Campbell’s research looks at many factors within human resource management practices that affect worker productivity, including performance incentives, multiple ports of entry, and low and high turnover rates. It compares different educational levels of workers; varying accession rates (ratio of total number of new hires to the total number of workers); separation rates for workers with two and five years of experience; standard deviation of earnings for various worker levels, and wage growth for workers with five years of experience. In order to characterize the human resource practices of a firm, Campbell and his fellow researchers use earnings, earnings growth, accession rates and separation rates for selected cohorts within each firm.
And finally, the researchers perform a cluster analysis of firms and HRM measures to identify and describe the four most common HRM systems that firms set up as a result of the make-buy and retention decisions:
· Bureaucratic ILM (Internal Labor Markets): Initial earnings of new hires are similar (low variance) since most workers enter at the same level and have similar (and reliable) earnings growth. Firm experiences a low separation rate.
· Performance-based ILM: Entry of workers and their initial earnings reflect skill requirements so average initial earnings of new hires are higher with higher variance than for bureaucratic ILM. After approximately two years, workers are selected (based upon performance) for faster career development and members of a cohort compete for entry into these favored positions, which have higher earnings growth and lower separation rates. Those who do not receive skill development have lower earnings growth and higher separation rates.
· Spot Market (External Labor Markets): Firms can identify workers’ talents and skills, and hire and pay accordingly. Firm can monitor worker performance and pay worker according to contribution. Initial earnings and earnings growth reflect market rates for skill and talent, with large initial variance, and variance does not increase over tenure. Separation rate is higher than in ILMs.
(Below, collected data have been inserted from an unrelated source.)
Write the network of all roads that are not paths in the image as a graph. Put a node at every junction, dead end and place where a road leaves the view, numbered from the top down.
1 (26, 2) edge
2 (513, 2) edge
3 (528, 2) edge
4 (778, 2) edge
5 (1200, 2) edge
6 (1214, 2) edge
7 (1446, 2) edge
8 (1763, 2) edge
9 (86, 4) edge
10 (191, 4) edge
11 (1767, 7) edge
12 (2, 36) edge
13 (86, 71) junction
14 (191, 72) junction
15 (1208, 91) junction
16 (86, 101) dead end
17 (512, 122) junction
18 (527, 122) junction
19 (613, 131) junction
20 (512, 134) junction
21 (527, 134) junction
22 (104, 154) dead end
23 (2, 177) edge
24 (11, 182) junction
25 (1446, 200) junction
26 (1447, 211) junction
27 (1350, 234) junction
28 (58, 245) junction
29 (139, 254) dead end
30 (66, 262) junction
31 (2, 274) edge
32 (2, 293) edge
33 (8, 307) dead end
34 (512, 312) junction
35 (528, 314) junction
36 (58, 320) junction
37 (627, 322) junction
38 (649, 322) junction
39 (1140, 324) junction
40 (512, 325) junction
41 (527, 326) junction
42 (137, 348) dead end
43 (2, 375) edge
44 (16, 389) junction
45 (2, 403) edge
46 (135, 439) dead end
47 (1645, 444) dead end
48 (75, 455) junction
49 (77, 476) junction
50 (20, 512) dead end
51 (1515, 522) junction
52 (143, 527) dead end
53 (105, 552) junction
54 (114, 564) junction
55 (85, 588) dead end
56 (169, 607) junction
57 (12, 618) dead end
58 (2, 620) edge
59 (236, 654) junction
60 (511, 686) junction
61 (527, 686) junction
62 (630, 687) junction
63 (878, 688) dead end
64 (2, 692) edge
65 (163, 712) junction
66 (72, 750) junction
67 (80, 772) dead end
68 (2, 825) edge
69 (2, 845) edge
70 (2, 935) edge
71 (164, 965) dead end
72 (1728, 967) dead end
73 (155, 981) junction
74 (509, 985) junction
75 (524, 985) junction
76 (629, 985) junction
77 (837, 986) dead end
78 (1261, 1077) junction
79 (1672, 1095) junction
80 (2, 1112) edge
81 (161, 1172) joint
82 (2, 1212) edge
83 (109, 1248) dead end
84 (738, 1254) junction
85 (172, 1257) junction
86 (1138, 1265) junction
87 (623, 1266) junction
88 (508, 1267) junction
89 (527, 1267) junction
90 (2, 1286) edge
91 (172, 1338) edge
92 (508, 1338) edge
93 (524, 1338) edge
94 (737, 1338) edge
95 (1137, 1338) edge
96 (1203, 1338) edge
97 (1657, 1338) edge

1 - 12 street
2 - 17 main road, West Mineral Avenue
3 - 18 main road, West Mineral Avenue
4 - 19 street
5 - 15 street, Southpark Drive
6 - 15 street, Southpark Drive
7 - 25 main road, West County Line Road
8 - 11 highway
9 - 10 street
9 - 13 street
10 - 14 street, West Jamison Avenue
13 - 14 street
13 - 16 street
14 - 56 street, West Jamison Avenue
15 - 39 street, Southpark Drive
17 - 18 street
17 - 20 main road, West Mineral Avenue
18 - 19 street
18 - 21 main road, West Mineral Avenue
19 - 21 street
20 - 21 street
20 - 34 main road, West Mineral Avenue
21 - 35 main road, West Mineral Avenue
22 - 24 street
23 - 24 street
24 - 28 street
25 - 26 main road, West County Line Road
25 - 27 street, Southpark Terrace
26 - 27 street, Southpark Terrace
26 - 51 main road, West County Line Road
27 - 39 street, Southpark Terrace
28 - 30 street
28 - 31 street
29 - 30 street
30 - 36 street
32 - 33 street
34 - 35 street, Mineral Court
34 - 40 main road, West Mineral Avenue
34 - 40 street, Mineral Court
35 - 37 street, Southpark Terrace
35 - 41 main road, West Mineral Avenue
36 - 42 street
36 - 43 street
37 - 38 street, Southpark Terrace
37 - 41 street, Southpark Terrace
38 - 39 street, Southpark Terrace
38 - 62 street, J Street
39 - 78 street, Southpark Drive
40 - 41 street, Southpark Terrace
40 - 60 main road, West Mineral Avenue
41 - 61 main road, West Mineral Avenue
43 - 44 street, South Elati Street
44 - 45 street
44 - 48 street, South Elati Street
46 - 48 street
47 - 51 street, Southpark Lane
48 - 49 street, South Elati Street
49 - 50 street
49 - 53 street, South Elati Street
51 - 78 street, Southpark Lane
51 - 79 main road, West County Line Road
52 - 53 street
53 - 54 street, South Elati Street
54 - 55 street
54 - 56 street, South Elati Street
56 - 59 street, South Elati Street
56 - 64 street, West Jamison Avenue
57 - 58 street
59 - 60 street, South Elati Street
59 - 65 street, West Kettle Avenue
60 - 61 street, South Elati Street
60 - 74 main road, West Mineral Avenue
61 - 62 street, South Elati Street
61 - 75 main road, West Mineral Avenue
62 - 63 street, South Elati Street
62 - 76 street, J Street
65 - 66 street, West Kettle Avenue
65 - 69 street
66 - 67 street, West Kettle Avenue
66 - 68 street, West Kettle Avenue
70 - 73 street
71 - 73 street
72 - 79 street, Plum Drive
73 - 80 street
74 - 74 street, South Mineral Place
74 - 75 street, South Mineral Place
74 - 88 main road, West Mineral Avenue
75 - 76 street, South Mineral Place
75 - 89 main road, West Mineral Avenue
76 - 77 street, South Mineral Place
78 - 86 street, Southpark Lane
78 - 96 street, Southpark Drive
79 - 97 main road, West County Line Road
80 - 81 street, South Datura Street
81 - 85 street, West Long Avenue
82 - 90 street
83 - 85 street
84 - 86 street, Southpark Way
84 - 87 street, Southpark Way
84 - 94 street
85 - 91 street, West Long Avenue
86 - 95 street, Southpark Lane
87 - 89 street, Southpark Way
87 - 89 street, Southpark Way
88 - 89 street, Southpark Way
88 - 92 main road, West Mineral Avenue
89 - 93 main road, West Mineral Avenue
· Spot Market with Rewards: Firms hire and pay workers in spot market, but identification of workers’ talents and effort at hire is imperfect and monitoring of worker performance is imperfect. Variance of initial earnings is lower than in spot market. Firm must include performance rewards and tournament or wage-efficiency type incentives; thus variance of earnings increases over tenure. Earnings growth is higher than in spot market. Separation rate is higher than in spot market since the bad matches (both at hire and in rewards) end.
Ultimately, the report concludes, “Firms with high R&D that choose a Spot Market with Rewards HRM system will have higher worker productivity than those that choose other HRM systems. And firms with low R&D that choose Performance-based ILM HRM systems will have higher worker productivity than firms that choose other HRM systems.” Interestingly enough, Campbell’s research suggests that “a surprising” number of firms do the exact opposite of what the research showed was best.
“These results suggest that high R&D firms are more likely to buy new skills compared to low R&D firms, and yet these high R&D firms suffer if they lose too many experienced workers,” Campbell and his colleagues write. “These findings are consistent with the implications of our ‘make versus buy’ model of workforce skill adjustment as a response to technological change.”